So, please tell me why, again, we need separate tests (SAT and ACT) to gain entrance into colleges in the US? Well, maybe it's because of the unreliability of grading scales in U.S. schools. Okay, that's not a new observation. Even less new is the solution. Canadian schools grade on a percentage. So, instead of being awarded an "A" in a class, you are awarded your exact numeric score, expressed as a percentage, like "93%." So, while American schools are dickering about what constitutes an "A," Canadian schools bypass the need for SATs and ACTs by delivering those exact scores to colleges. Schools can tell the difference between someone who barely earned that letter grade from someone who obviously did well in the class.
Here's part of the problem with letter grades: assignment percentage to letter grade (rounded) then back to a number with only a 4-digit spread (more rounding). So, even though a grade-point average attempts to distinguish "strong A" from "weak A," it's already so far removed from the original score in the class that it's meaningless.
Gotta save this conversation with a graduate of Canadian schools:
Kahleida> yeah general admittance is based on grades... which in Canada are a percentage, not a GPA... so they look at the exact grade, ie if you get 86% in the class, you have 86% on the report card... and classes are harder in Canada, but they make an A larger... A=80% and above, if you get 90% or more it means you are doing very well
xyb> oh!! I like the percentage idea!
xyb> that's much more exact
Kahleida> yes I much prefer percentages
xyb> too much rounding isn't good.
xyb> think about it... percentage to letter grade (rounded) then back to a number with only a 4-digit spread (more rounding). that makes for a very generalized assessment
Kahleida> it's more standard too... A is always 80%+ vs the States where it seems like each teacher could decide what an A is
xyb> well, at least *districts* decide now.
xyb> but they're trying to establish a national standard.
xyb> with a percentage scale, it wouldn't matter, though! that's cool!

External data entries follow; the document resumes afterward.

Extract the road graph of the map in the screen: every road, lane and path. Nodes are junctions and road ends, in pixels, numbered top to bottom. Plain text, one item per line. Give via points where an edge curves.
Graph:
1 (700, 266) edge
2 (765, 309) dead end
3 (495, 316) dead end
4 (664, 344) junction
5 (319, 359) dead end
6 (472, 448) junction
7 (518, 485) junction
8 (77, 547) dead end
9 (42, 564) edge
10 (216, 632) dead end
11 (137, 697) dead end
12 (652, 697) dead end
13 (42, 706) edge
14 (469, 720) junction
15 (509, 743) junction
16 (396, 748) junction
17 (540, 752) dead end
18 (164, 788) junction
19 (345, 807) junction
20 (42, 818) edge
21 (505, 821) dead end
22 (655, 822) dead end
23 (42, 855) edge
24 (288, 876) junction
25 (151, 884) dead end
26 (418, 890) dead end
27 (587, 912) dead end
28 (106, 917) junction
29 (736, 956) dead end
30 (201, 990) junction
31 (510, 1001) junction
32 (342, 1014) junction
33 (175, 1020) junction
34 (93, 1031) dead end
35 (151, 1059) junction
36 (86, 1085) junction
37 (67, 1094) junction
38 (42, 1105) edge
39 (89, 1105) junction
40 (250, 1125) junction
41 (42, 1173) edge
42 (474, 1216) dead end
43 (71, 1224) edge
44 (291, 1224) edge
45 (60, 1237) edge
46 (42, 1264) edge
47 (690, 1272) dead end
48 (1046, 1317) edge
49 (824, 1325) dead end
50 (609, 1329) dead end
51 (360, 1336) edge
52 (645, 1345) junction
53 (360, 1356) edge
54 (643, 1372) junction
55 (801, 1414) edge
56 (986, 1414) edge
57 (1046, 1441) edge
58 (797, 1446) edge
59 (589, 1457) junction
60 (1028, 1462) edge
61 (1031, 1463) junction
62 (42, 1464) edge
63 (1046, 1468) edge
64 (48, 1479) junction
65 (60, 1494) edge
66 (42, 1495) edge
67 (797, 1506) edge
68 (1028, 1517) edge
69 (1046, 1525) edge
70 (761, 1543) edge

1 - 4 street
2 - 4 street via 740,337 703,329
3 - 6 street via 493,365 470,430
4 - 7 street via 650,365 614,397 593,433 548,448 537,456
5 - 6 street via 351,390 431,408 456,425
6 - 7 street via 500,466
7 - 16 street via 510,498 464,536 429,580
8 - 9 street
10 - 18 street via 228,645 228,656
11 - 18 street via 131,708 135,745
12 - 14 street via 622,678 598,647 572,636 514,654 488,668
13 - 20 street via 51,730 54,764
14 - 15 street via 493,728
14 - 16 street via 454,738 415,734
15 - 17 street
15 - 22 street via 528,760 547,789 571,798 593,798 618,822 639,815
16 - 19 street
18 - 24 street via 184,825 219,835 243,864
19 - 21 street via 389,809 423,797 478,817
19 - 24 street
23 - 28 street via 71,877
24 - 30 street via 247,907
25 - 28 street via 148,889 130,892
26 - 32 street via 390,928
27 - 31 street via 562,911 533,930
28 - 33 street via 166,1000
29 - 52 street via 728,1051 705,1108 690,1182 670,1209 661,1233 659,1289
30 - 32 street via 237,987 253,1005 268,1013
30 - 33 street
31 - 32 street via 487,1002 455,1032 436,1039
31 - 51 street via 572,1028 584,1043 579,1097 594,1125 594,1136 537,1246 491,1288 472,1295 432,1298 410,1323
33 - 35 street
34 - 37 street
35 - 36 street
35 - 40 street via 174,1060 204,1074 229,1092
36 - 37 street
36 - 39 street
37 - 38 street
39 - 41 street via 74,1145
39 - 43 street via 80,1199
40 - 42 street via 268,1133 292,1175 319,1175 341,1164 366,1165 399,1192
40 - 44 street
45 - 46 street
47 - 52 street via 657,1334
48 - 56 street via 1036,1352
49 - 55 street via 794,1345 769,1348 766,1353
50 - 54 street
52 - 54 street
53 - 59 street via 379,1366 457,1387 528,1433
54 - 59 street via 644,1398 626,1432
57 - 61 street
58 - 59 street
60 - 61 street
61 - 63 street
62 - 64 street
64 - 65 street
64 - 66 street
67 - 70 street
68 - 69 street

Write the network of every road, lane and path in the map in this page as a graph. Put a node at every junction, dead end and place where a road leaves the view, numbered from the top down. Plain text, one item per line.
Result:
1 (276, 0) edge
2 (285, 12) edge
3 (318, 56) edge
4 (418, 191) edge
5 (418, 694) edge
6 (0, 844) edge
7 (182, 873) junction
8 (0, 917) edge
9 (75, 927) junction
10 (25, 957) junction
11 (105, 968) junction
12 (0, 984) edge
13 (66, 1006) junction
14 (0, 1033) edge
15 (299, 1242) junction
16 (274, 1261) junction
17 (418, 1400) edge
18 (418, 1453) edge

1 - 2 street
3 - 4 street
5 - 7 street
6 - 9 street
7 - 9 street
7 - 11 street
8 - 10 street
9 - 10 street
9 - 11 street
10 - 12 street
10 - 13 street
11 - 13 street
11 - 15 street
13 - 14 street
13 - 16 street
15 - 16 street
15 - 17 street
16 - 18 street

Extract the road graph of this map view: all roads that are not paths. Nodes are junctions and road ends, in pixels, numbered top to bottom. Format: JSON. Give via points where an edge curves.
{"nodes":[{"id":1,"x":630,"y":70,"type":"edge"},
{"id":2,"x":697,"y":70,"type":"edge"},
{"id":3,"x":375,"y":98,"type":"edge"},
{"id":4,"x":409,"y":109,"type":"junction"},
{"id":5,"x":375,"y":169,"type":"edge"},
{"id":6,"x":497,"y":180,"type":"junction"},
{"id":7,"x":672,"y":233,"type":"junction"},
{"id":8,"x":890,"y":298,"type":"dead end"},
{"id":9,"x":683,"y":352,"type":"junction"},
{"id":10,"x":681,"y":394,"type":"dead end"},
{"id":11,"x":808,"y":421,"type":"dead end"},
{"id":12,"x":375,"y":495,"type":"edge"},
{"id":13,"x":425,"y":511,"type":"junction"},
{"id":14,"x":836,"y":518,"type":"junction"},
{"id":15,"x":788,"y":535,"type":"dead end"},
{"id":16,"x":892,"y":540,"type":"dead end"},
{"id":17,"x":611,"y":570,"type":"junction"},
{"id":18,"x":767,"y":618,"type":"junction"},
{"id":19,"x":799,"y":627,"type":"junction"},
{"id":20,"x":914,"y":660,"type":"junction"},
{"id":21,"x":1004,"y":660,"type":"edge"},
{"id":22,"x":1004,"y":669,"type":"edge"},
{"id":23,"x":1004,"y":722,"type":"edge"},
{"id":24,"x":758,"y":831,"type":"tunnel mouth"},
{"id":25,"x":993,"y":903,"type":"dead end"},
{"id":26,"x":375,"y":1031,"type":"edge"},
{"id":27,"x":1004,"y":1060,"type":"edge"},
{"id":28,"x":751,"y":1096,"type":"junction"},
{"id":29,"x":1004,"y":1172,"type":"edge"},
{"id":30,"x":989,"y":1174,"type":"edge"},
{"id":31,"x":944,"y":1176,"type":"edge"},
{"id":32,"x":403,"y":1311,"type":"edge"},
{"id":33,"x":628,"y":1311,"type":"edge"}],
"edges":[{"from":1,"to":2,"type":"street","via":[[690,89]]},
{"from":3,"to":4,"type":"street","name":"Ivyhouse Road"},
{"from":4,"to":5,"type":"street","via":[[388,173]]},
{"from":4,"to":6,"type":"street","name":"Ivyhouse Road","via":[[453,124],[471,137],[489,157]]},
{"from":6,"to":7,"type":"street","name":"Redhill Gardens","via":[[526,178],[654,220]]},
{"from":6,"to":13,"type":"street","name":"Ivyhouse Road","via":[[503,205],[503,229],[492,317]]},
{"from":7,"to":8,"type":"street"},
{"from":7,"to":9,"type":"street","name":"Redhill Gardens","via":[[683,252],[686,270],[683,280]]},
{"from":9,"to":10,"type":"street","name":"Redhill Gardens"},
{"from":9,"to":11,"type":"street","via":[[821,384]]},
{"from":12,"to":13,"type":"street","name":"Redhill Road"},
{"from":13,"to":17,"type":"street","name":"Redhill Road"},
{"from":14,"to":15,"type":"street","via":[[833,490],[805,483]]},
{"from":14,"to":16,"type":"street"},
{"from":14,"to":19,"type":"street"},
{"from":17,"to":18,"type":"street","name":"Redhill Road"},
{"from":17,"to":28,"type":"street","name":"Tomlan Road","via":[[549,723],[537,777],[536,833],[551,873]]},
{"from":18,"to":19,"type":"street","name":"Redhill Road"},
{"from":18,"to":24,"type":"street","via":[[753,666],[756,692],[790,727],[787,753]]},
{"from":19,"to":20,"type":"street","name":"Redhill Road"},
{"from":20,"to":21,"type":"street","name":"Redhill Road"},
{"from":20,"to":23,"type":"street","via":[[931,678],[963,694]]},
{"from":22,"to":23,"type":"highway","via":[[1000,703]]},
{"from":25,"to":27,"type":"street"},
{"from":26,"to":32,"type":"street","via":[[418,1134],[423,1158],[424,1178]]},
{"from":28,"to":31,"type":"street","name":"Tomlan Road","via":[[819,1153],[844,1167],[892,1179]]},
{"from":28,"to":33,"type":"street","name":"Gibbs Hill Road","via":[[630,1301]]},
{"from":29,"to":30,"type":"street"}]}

xyb> I could lobby for this
Kahleida> yeah with standard grading procedures there is no real need for stupid generalized tests which don't really reflect how someone performed in school
xyb> it's so simple that we all missed it
So, eliminate the letter-grade ranges, and you can go back to properly assessing *complete* classroom performance, by the teacher who spent the whole semester with that particular student. After all, we are all learning how little standardized tests are quantifying, anyway. But that's for another post.